Japanese tech billionaire Masayoshi Son is doubling down on Sprint after his grand plan to merge the struggling U.S. wireless carrier with T-Mobile fell apart.
Son's company, SoftBank (SFTBF) -- which already has an 83% stake in Sprint -- said Monday that it will buy more of the stock but will keep its holding below the 85% threshold that would trigger a public offer for all the remaining shares.
Son, who some analysts recently described as the Warren Buffett of tech, has been trying to bring Sprint (S) and T-Mobile (TMUS) together for years.
But the Oracle of Tokyo failed to make his vision a reality: merger talks were abandoned over the weekend.
"Sprint could well end up as an albatross around Softbank's neck," said Dan Baker, an analyst with research firm Morningstar. The risks include fierce competition in the U.S. wireless industry and Sprint's need for investment as carriers shift to 5G technology in the coming years, he added.

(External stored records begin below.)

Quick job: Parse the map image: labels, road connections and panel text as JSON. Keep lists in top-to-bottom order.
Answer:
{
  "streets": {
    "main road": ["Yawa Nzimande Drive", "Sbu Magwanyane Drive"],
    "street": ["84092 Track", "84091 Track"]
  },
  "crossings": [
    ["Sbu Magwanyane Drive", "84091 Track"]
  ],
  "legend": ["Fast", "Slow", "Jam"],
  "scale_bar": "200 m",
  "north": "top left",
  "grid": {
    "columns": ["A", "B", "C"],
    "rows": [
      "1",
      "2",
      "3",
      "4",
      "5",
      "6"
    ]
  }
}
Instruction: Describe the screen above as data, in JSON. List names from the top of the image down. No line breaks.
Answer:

Related: Sprint and T-Mobile abandon merger talks
Son, who's often referred to as "Masa," has made a name for himself as an ambitious tech investor. He put money into Chinese e-commerce giant Alibaba (BABA) early on and launched a massive tech fund, worth close to $100 billion, with Saudi Arabia this year.
Some analysts were optimistic Son could pull off the Sprint-T-Mobile merger, which he had said was more likely to happen after President Trump took office.

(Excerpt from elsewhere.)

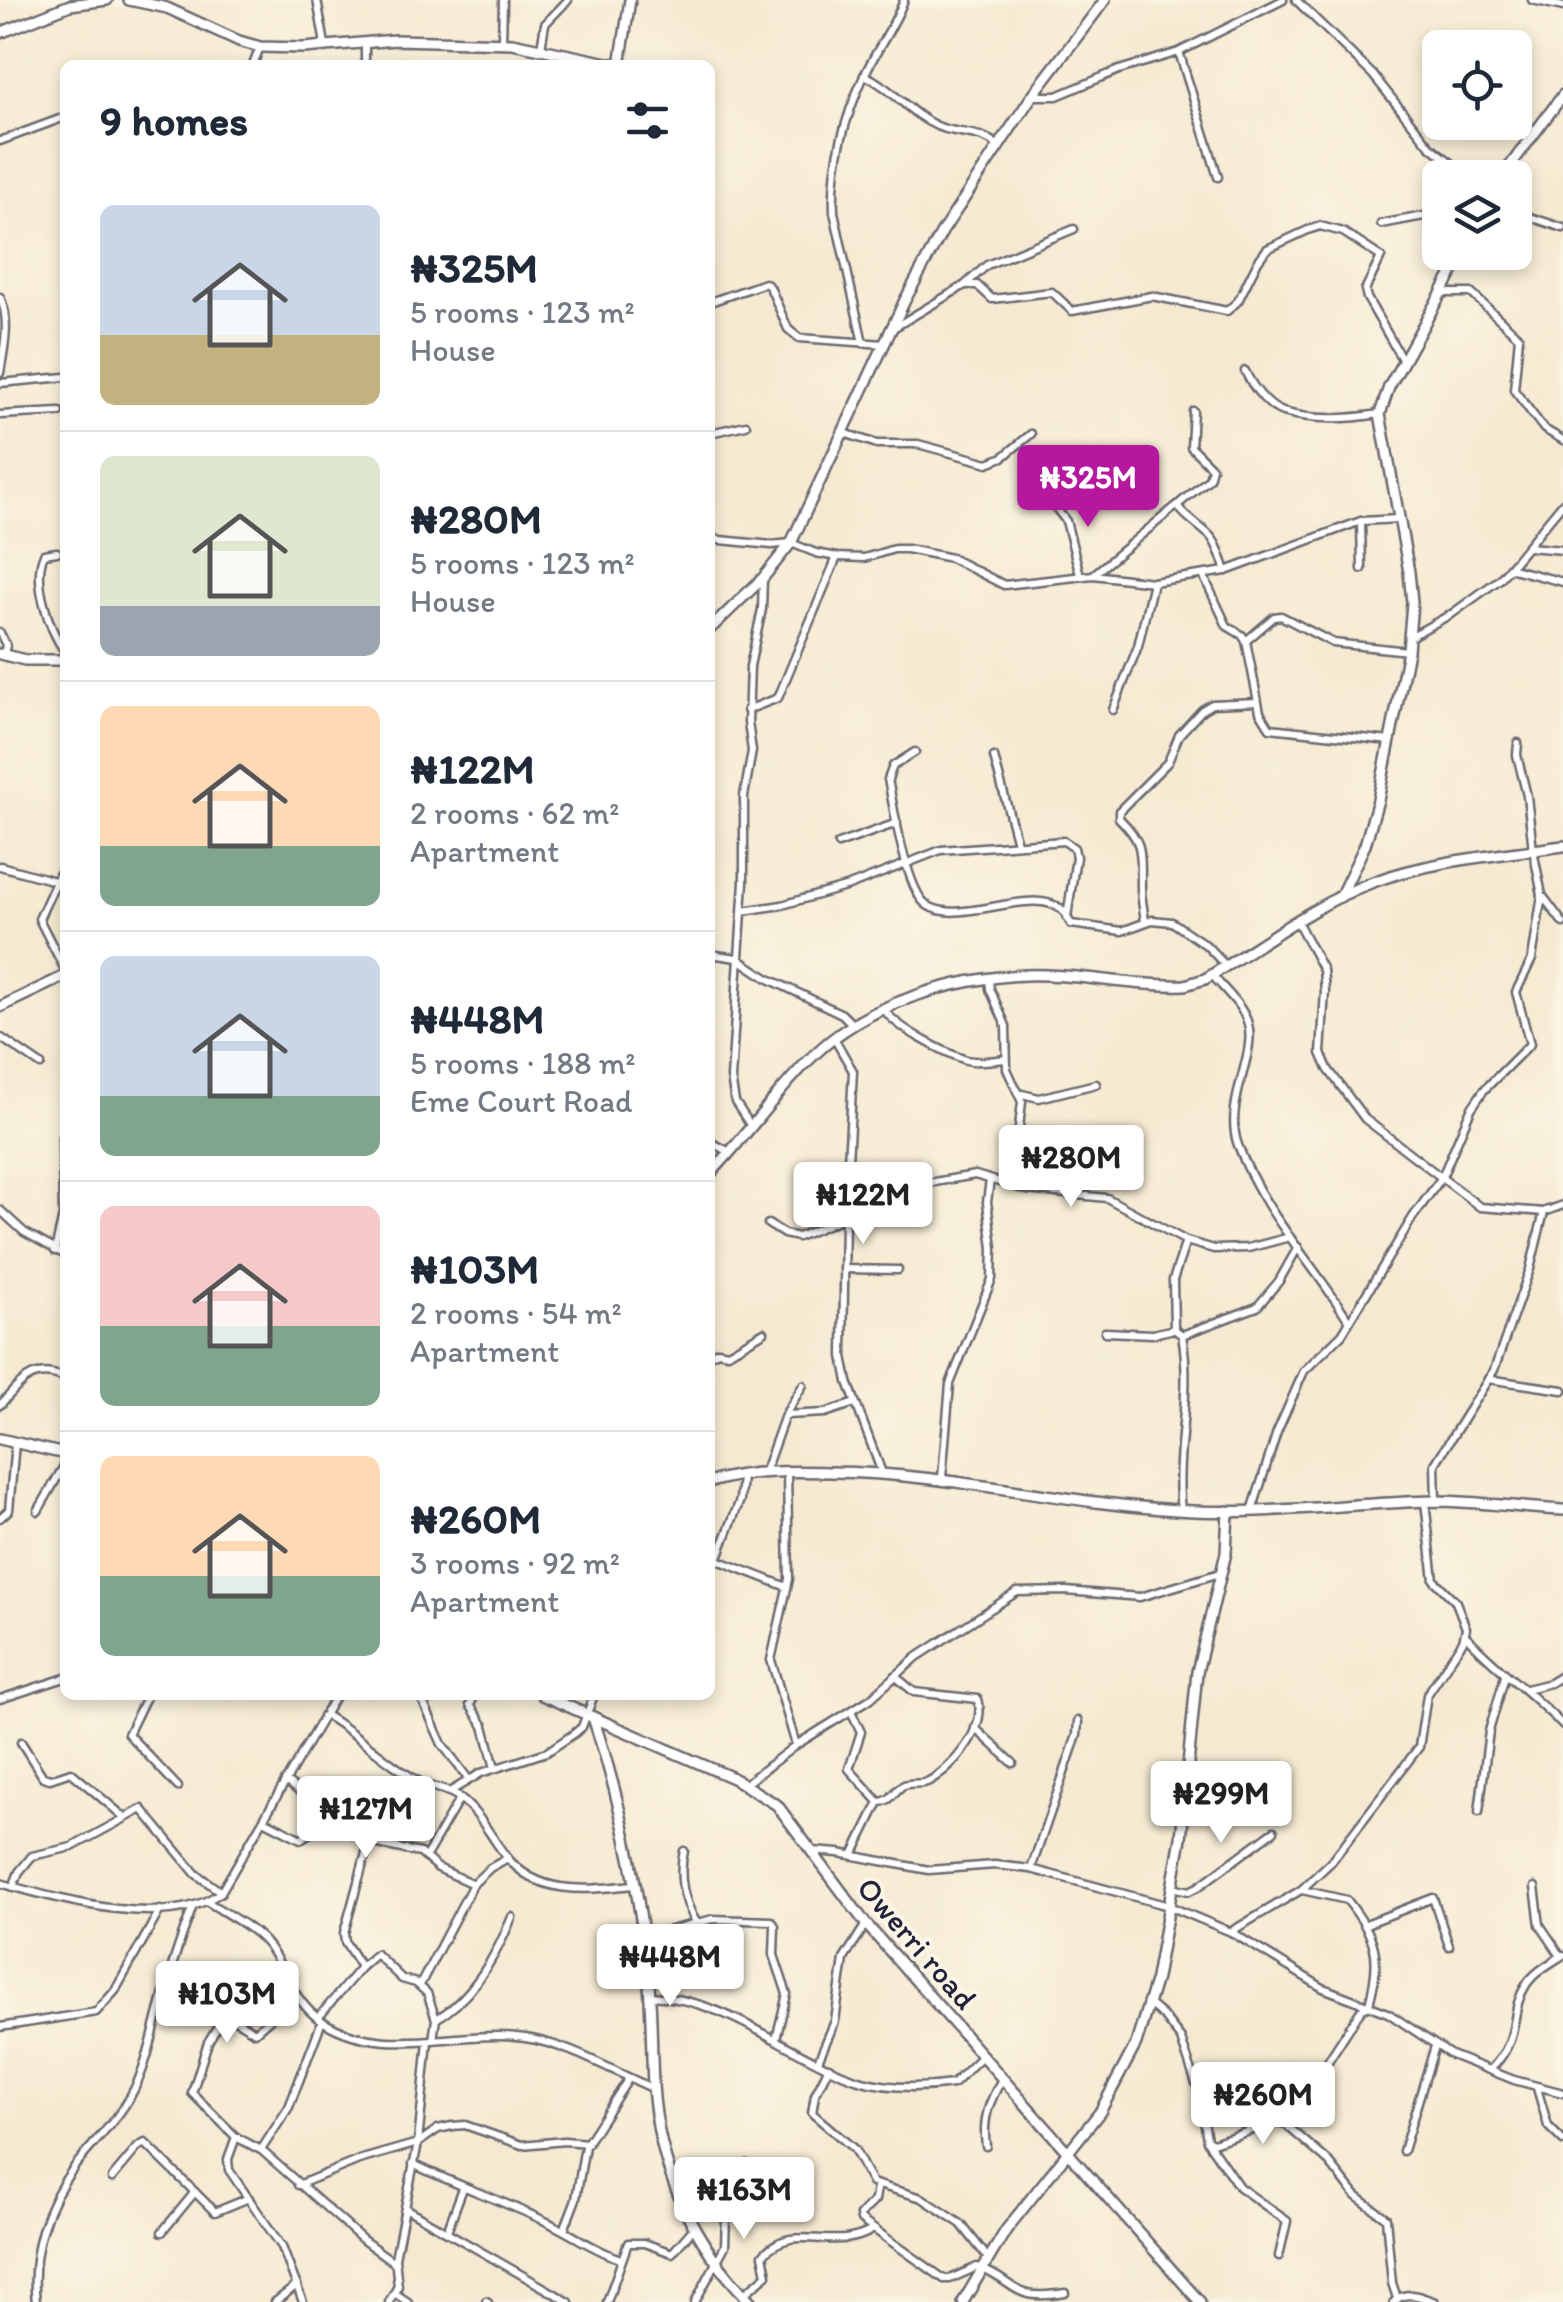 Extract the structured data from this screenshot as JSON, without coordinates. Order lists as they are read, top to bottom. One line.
{"streets":{"street":["Owerri road"]},"page":{"heading":"9 homes","list":[{"name":"₦325M","note":"5 rooms · 123 m² · House"},{"name":"₦280M","note":"5 rooms · 123 m² · House"},{"name":"₦122M","note":"2 rooms · 62 m² · Apartment"},{"name":"₦448M","note":"5 rooms · 188 m² · Eme Court Road"},{"name":"₦103M","note":"2 rooms · 54 m² · Apartment"},{"name":"₦260M","note":"3 rooms · 92 m² · Apartment"}],"price":["₦325M","₦280M","₦122M","₦299M","₦127M","₦448M","₦103M","₦260M","₦163M"]}}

Research firm Bernstein, which likened Son to Buffett, said last month that Sprint and T-Mobile joining forces "would eliminate a major headache and once again prove Masa's prowess in deal making."
Instead, Son spent the start of SoftBank's quarterly earnings presentation Monday explaining the failure to reach a deal.
"Even though in the short term, Sprint and SoftBank share prices might drop, I feel good about this decision," he said.
SoftBank shares sank 2.6% in Tokyo on Monday, adding to losses last week when reports suggested the Sprint deal was in trouble.
Related: Japanese tycoon wants to invest $880 billion in tech
The SoftBank earnings report also showed Sprint is sucking in money. Investment in its network and other physical assets jumped a whopping 71% in the six months that ended in September compared with the same period a year earlier.
Son insists that even without T-Mobile, Sprint fits into SoftBank's strategy.
"We are entering an era where billions of new connected devices and sensors will come online throughout the United States," he said in a statement. "Continuing to own a world class mobile network is central to our vision of ubiquitous connectivity."